IF I turn on the ring under a pan of water, the water will boil. I feel as if you're asking me / us to say which bubbles of vapour will appear where and when, as if this is THE determinant of accurate prediction. We're never going to achieve that in a world where we cannot model the weather more that 12 hours out, if that.

And this was my point in the essay the other day. Arguing for a proof that can never be realised is simply not pragmatic in the context of the risk we face. If this were a game of bridge or chess, and we were debating opening gambits or bid theory, then fine, but on this point CB you are simply missing, isn your search for affirmatory detail, the much more vital big picture.

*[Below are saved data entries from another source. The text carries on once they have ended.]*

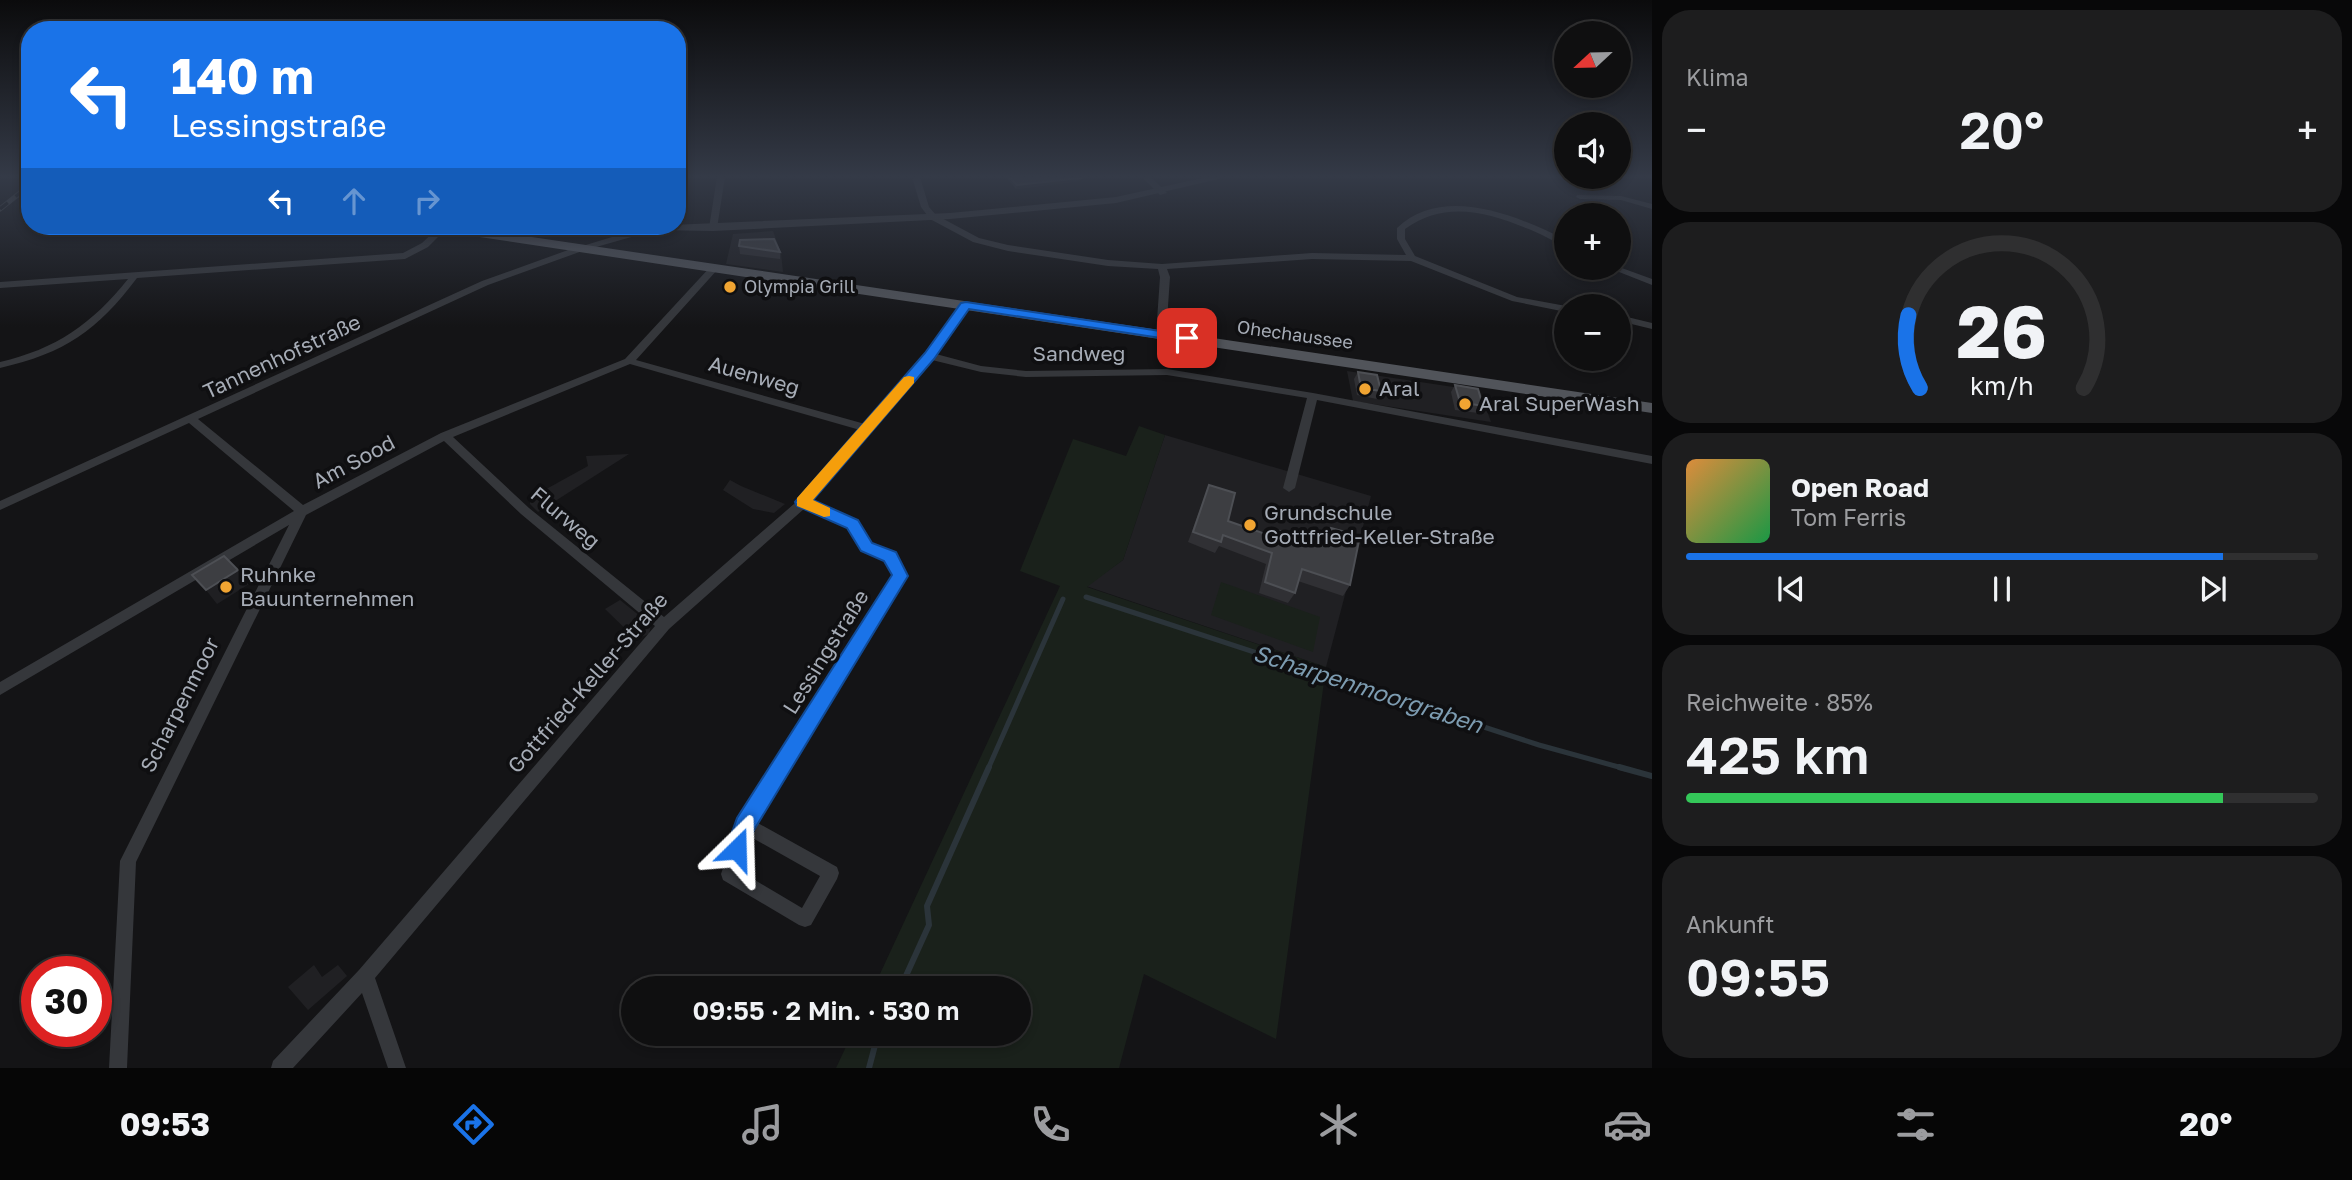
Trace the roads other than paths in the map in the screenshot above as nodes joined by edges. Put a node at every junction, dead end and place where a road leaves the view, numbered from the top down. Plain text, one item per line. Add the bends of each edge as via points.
1 (690, 227) edge
2 (736, 227) edge
3 (950, 227) edge
4 (1402, 227) edge
5 (1530, 227) edge
6 (713, 228) joint
7 (433, 235) edge
8 (493, 235) edge
9 (621, 235) edge
10 (1554, 238) edge
11 (582, 248) junction
12 (1412, 258) junction
13 (715, 267) junction
14 (1162, 267) junction
15 (1631, 274) edge
16 (135, 275) junction
17 (1652, 282) edge
18 (0, 285) edge
19 (966, 305) junction
20 (1554, 307) edge
21 (1631, 321) edge
22 (1652, 326) edge
23 (1161, 335) junction
24 (930, 356) junction
25 (629, 361) junction
26 (0, 365) edge
27 (1313, 396) junction
28 (1652, 408) edge
29 (192, 420) junction
30 (869, 429) junction
31 (445, 436) junction
32 (1652, 460) edge
33 (1289, 488) dead end
34 (803, 502) junction
35 (0, 506) edge
36 (302, 511) junction
37 (664, 625) junction
38 (0, 689) edge
39 (745, 825) junction
40 (365, 976) junction
41 (118, 1068) edge
42 (280, 1068) edge
43 (397, 1068) edge

1 - 6 street
2 - 6 street
3 - 14 street via 1008,248
4 - 12 street via 1401,239
5 - 10 street
7 - 16 street via 405,256
8 - 11 main road, Ohechaussee
9 - 11 street
11 - 13 main road, Ohechaussee
11 - 29 street, Tannenhofstraße via 485,284
12 - 14 street via 1312,256
12 - 20 street via 1515,299
13 - 19 main road, Ohechaussee
13 - 25 street, Am Sood
14 - 23 street
15 - 17 street
16 - 18 street
16 - 26 street via 104,315 83,332 36,355
19 - 23 main road, Ohechaussee
19 - 24 street, Gottfried-Keller-Straße
21 - 22 street
23 - 28 main road, Ohechaussee
24 - 27 street, Sandweg via 981,369 1026,373 1167,372
24 - 30 street, Gottfried-Keller-Straße
25 - 30 street, Auenweg
25 - 31 street, Am Sood
27 - 32 street, Sandweg
27 - 33 street
29 - 35 street, Tannenhofstraße
29 - 36 street
30 - 34 street, Gottfried-Keller-Straße
31 - 36 street, Am Sood
31 - 37 street, Flurweg via 524,511
34 - 37 street, Gottfried-Keller-Straße
34 - 39 street, Lessingstraße via 852,524 867,547 890,556 900,576
36 - 38 street, Am Sood
36 - 41 street, Scharpenmoor via 128,861
37 - 40 street, Gottfried-Keller-Straße
39 - 39 street, Lessingstraße via 729,874 805,919 831,873
40 - 42 street, Gottfried-Keller-Straße
40 - 43 street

If this were a criminal trial with GHG in the dock, I think we'd be in a position where there was no witness or evidence putting the accused at the scene of crime at the time of the crime, however there is shed loads of evidence pointing consistently to that fact.

Perhaps you'd better define just how certain you want to be.

SF.

Your first sentence is pathetic.

Your second paragraph shows a complete lack of understanding of the question and my justification for it.

Your third paragraph is irrelevant - I was not asking for proof: I was asking for a verifiable prediction, which is a rather different thing.

Your fourth paragraph's analogy has been used by me numerous times in the past in the context of "not enough evidence to convict" (as wysiwyg says in his reply).

Your final question...how many times do I have to repeat myself? I have stated what would sway or convince me, and nobody has given me what I have asked for - I am not being irrational or asking the impossible.